Kasia Garapich is currently working towards a practice-led PhD at the Slade School of Art, University College London. In addition to her sculptural practice, since 2013 she has been involved in art projects directed towards useful or socially significant outcomes and educational projects.
Between 2016 and 2018 she was an artist/educator at DemonstRAte and Create workshops with the Royal Academy’s London Heritage Department. In 2013 she curated and facilitated Coloring Invisible, a social art project in collaboration with artist Julia Vogl, at ArtBoom Festival, Krakow, Poland. Since 2013 she has collaborated with Grizedale Arts – for example the ‘House of Ferment’, (as a lead artist with Karen Guthrie), Village Table projects (2015) and she also initiated ongoing collaboration/exchange between Grizedale Arts and Tatra Museum in Zakopane.
Kasia Garapich divides her practice, first between studio-based sculptural work, involving found materials to create ‘extensions’ or ‘prosthetics’ to objects which have lost their functionality through dismemberment; and, secondly, socially useful or educational projects done in collaboration with established art organizations (Grizedale Arts, Royal Academy). She currently works on a series of performative sculptures with an emphasis on an art object’s usefulness. This project would have an immense impact on her work, allowing for the first time to join two aspects of her practice in one project - a sculptural studio work with research-oriented curatorial and educational work.

Poppy Whatmore facilitates architectural workshops (Newcastle University) supporting ‘thinking through making’ for practical research projects. From 2014 she teaches at the Mary Ward Adult Education and Art Academy, exploring space, construction and sculpture.
Before an MA at the Slade School of Art, Whatmore studied architecture (Architectural Association, London). She continues to explore the interdisciplinary nature between architectural practice and sculptural approaches, so therefore Grymsdyke Farm as a research centre is an ideal environment to develop a research project. Her current investigations explore where architectural spaces question identity – in particular when everyday life expose both dysfunction as well as function. Her current work subverts the ergonomics of objects, contrasting functional systems of architecture, everyday activities and processes of labour.
Poppy Whatmore has done extensive work with furniture in the past, mostly in the form of manipulating and re-designing existing functional objects. This opportunity would allow for extensive practical investigations to align with a collaborative body of work, therefore, questioning function in relation to theory.

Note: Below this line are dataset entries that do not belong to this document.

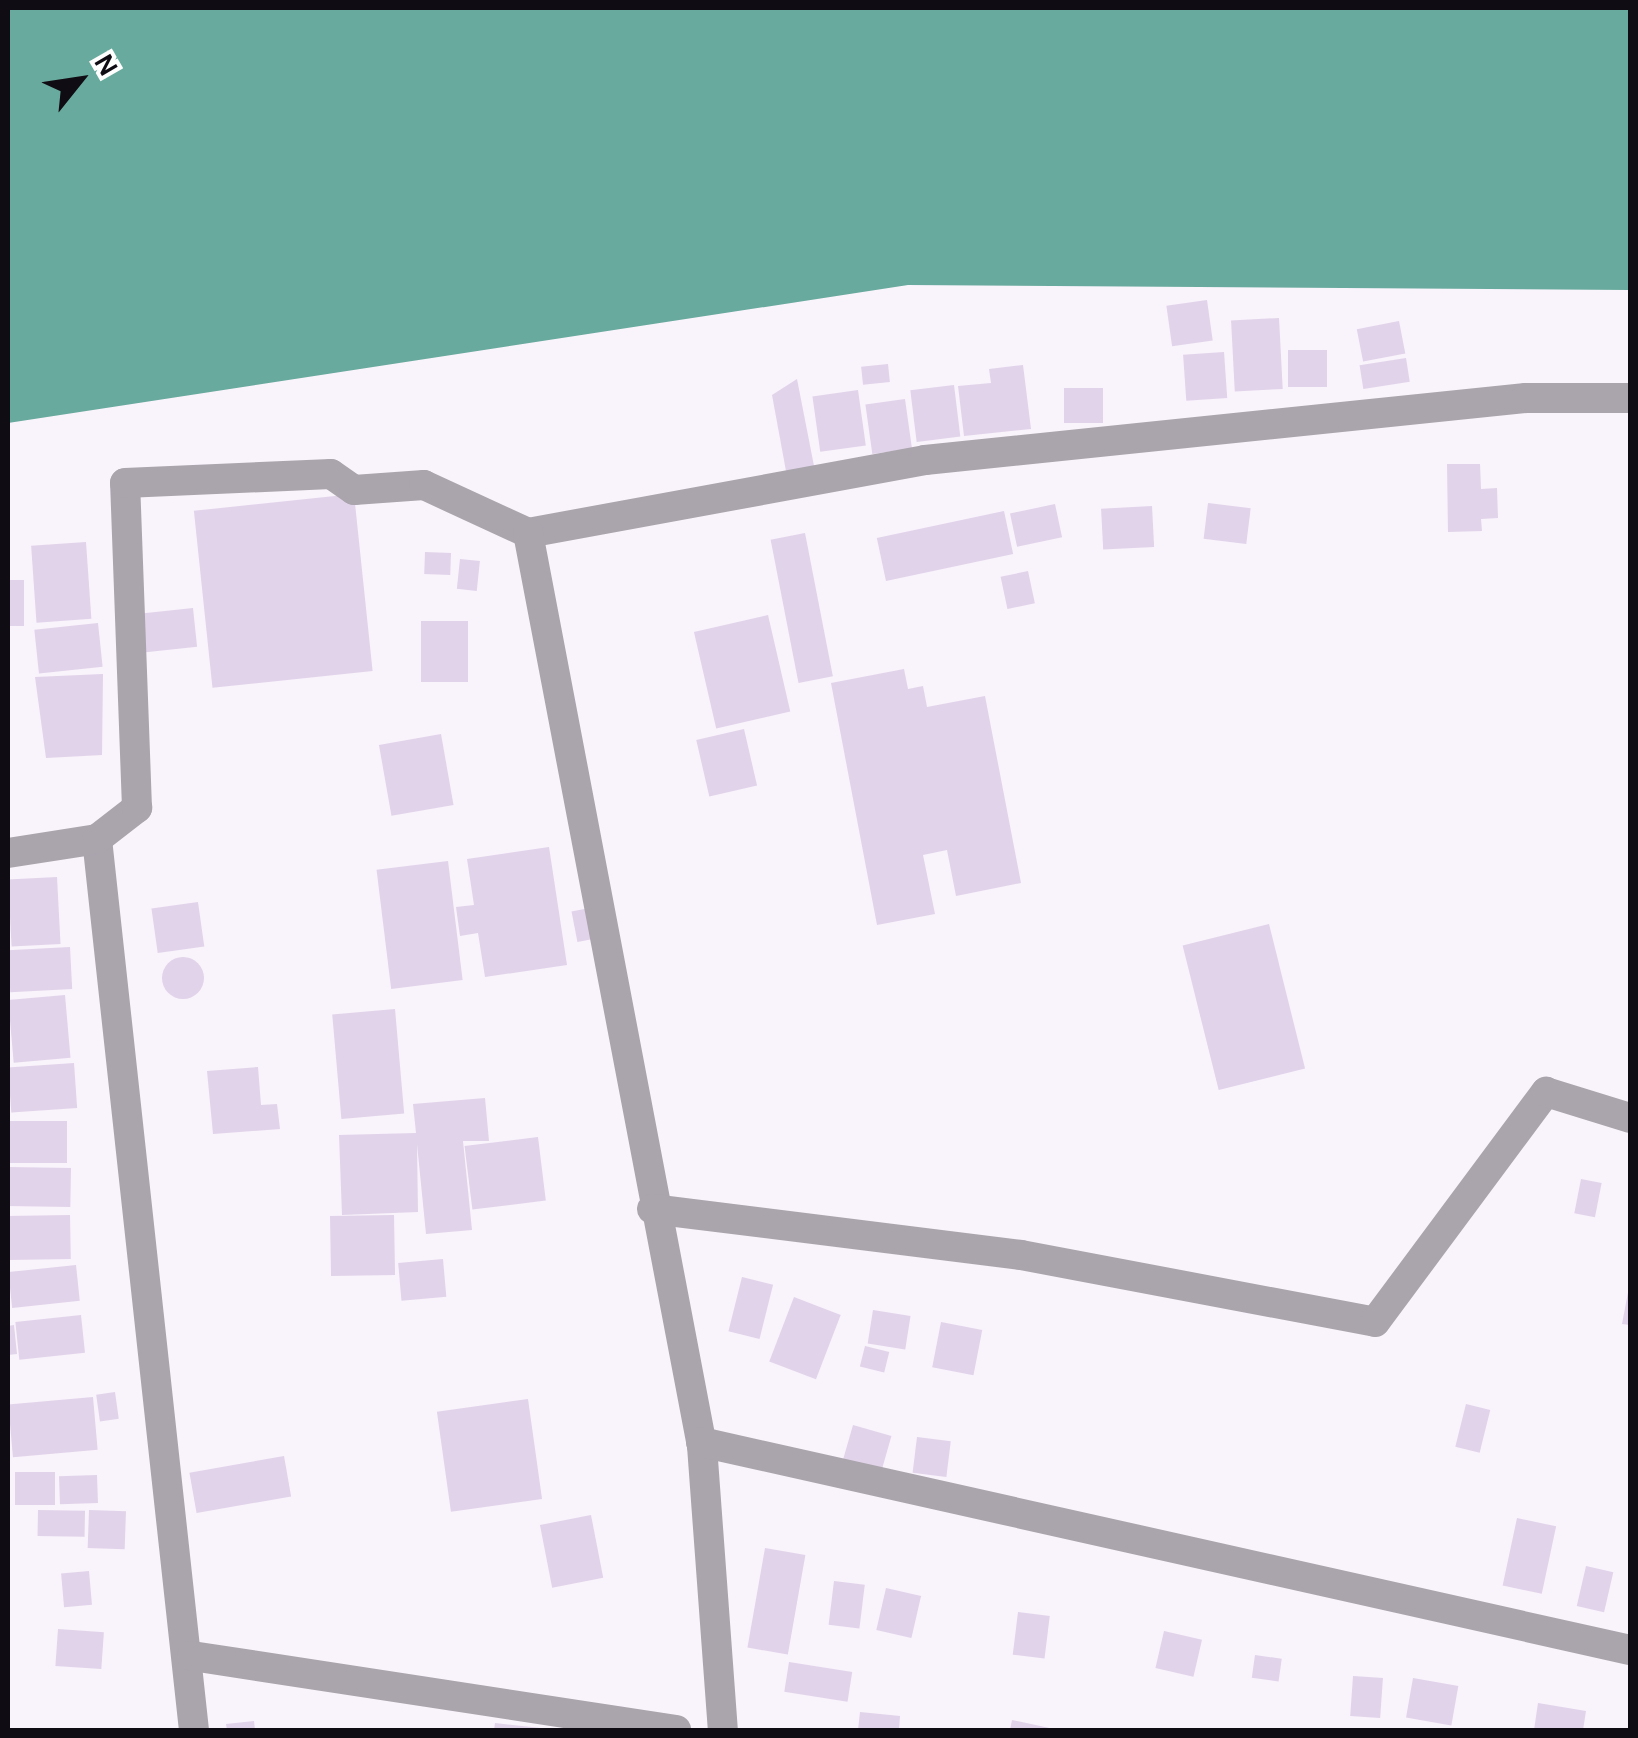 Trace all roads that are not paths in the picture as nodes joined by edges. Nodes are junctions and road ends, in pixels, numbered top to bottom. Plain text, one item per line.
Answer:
1 (1630, 398) edge
2 (528, 533) junction
3 (96, 839) junction
4 (8, 853) edge
5 (1630, 1118) edge
6 (652, 1208) junction
7 (702, 1442) junction
8 (1630, 1650) edge
9 (192, 1656) junction
10 (194, 1730) edge
11 (676, 1730) edge
12 (723, 1730) edge

1 - 2 street
2 - 3 street
2 - 6 street
3 - 4 street
3 - 9 street
5 - 6 street
6 - 7 street
7 - 8 street
7 - 12 street
9 - 10 street
9 - 11 street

The facilities of workshops (CNC machines offered at Grymsdyke Farm and clay robotics) would facilitate, extend technological advances & align these with locally found materials, and already explored materials. Her work continues to develop between an inter-disciplinary dialogue of sculpture and architectural space.

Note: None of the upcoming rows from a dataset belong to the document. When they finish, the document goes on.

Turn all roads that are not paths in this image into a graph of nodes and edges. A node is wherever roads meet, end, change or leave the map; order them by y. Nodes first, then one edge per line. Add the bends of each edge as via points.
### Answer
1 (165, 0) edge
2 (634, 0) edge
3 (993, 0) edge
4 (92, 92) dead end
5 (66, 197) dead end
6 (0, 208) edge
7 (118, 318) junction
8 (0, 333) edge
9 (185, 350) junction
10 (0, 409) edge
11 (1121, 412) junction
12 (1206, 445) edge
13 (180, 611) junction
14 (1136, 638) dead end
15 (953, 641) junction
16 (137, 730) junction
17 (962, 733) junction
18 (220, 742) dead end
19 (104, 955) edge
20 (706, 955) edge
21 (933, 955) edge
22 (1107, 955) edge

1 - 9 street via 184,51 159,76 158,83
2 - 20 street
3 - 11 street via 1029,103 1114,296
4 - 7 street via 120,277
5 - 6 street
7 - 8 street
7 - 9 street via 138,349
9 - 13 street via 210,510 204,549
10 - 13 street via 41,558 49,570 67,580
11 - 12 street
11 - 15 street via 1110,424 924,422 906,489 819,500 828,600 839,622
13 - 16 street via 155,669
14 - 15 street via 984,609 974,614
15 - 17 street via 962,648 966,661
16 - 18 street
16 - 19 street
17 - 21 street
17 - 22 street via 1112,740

This opportunity would allow an arena to expose both artists work to a cross-section of a public audience and to develop their practical research in a collaborative, multidisciplinary setting and to open up further opportunities of collaboration with Tatra Museum in Zakopane.

The research and developmental part of "Re-Domesticated" takes place at Grymsdyke Farm. It involves two members of staff (technicians) and Dr. Guan Lee, the director, as an informal design mentor/consultant and archives at the Wycombe Museum and Wycombe Library.

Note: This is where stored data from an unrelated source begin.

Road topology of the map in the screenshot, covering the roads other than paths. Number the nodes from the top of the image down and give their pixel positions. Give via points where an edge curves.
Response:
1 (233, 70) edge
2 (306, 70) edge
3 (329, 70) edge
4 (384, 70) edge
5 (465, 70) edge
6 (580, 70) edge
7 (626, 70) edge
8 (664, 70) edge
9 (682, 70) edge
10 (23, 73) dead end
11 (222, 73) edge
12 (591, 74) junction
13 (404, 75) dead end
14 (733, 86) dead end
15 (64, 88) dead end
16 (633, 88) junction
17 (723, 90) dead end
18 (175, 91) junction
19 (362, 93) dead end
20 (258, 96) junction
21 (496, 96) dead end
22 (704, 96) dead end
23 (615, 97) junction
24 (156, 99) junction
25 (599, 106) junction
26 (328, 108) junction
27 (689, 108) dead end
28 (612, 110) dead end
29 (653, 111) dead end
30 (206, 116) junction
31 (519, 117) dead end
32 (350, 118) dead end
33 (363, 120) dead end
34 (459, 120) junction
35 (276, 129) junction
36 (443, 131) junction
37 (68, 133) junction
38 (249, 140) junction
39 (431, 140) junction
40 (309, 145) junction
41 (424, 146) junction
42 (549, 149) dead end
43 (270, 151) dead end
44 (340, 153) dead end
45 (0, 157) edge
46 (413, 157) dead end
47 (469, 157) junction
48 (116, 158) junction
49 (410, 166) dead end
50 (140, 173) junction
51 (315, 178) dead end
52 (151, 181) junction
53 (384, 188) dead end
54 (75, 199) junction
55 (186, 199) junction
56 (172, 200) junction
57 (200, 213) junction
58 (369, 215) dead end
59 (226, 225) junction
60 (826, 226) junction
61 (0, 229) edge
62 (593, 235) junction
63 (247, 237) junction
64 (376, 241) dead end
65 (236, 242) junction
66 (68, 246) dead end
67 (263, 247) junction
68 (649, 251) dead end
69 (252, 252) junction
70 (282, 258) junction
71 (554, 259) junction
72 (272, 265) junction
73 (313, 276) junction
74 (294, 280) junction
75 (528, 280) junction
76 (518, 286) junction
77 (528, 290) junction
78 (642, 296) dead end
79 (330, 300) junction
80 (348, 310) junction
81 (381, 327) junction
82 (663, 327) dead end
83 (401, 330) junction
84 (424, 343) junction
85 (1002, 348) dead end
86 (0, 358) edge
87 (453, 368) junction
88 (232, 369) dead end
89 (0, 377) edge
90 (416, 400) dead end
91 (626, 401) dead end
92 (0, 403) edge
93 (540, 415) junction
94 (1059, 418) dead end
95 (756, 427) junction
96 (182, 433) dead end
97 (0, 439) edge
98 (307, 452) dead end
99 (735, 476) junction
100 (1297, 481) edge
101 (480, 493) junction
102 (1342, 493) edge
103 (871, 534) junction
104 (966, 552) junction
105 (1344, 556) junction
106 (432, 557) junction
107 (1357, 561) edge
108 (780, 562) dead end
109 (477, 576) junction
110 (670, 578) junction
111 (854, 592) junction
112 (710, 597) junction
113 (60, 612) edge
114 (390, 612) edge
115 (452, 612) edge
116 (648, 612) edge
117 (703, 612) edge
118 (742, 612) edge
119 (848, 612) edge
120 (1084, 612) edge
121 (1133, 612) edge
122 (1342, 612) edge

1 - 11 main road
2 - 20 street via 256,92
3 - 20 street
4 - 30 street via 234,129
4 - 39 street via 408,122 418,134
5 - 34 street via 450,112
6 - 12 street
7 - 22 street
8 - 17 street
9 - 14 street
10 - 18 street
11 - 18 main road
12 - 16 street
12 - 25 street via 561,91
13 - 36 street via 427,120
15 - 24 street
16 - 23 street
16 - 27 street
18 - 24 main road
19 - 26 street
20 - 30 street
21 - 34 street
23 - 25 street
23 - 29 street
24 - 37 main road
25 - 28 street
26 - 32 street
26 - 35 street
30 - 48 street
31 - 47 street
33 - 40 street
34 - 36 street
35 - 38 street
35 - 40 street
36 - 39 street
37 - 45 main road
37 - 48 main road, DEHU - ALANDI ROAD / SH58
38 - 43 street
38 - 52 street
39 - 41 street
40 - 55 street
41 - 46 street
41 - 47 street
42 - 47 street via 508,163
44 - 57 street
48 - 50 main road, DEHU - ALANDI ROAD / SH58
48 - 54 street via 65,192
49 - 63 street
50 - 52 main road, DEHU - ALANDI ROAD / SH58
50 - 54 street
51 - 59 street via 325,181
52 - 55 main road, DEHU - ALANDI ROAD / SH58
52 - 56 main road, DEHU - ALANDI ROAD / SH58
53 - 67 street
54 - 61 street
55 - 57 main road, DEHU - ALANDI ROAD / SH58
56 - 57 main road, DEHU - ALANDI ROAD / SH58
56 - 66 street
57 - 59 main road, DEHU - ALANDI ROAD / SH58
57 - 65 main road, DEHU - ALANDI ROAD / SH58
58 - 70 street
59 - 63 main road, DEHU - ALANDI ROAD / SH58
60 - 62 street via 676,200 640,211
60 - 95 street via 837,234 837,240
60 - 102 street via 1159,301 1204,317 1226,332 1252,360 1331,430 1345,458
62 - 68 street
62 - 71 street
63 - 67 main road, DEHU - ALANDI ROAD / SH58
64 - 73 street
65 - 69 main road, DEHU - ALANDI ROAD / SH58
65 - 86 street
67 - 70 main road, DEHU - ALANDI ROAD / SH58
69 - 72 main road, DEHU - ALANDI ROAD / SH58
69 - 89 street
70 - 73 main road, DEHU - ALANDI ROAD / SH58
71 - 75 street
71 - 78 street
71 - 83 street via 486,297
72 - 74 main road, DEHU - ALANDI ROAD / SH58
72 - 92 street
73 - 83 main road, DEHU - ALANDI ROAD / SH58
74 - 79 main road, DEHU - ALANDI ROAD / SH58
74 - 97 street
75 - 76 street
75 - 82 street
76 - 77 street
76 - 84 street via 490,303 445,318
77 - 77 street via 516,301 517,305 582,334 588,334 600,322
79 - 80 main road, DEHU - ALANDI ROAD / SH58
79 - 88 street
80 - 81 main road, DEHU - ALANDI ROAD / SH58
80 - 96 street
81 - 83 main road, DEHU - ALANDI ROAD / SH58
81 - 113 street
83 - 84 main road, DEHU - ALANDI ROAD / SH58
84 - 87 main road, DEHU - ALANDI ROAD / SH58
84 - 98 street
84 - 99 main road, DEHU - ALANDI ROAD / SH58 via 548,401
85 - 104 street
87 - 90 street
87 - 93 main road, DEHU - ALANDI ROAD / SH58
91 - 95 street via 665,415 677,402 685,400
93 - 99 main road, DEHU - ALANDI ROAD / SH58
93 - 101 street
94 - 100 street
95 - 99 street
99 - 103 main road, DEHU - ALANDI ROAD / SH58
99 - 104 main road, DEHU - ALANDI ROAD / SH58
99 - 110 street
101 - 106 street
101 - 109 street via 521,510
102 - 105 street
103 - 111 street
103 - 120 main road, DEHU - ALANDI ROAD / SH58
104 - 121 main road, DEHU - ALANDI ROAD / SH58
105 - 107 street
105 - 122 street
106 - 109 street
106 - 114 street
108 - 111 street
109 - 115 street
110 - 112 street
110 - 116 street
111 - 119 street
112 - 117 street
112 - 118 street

Grymsdyke Farm is a research facility and fabrication workshop for architects, artists and designers interested in materials and the process of making. Grymsdyke Farm was established in 2008 and it is run by the practicing architect Dr. Guan Lee whose main aim is to support a multidisciplinary, collaborative approach for creative making and facilitating an exchange of ideas, working methods, interests and expertise of practitioners from different creative disciplines. The farm further hosts conferences, seating 150 people indoors, catering up to 250 people. The farm has collaborated with established institutions such as the Victoria&Albert Museum. “Re-Domesticated” project aims to extend Grymsdyke Farm collaborations towards new networks - Grizedale Arts in UK and Tatra Museum in Zakopane, Poland.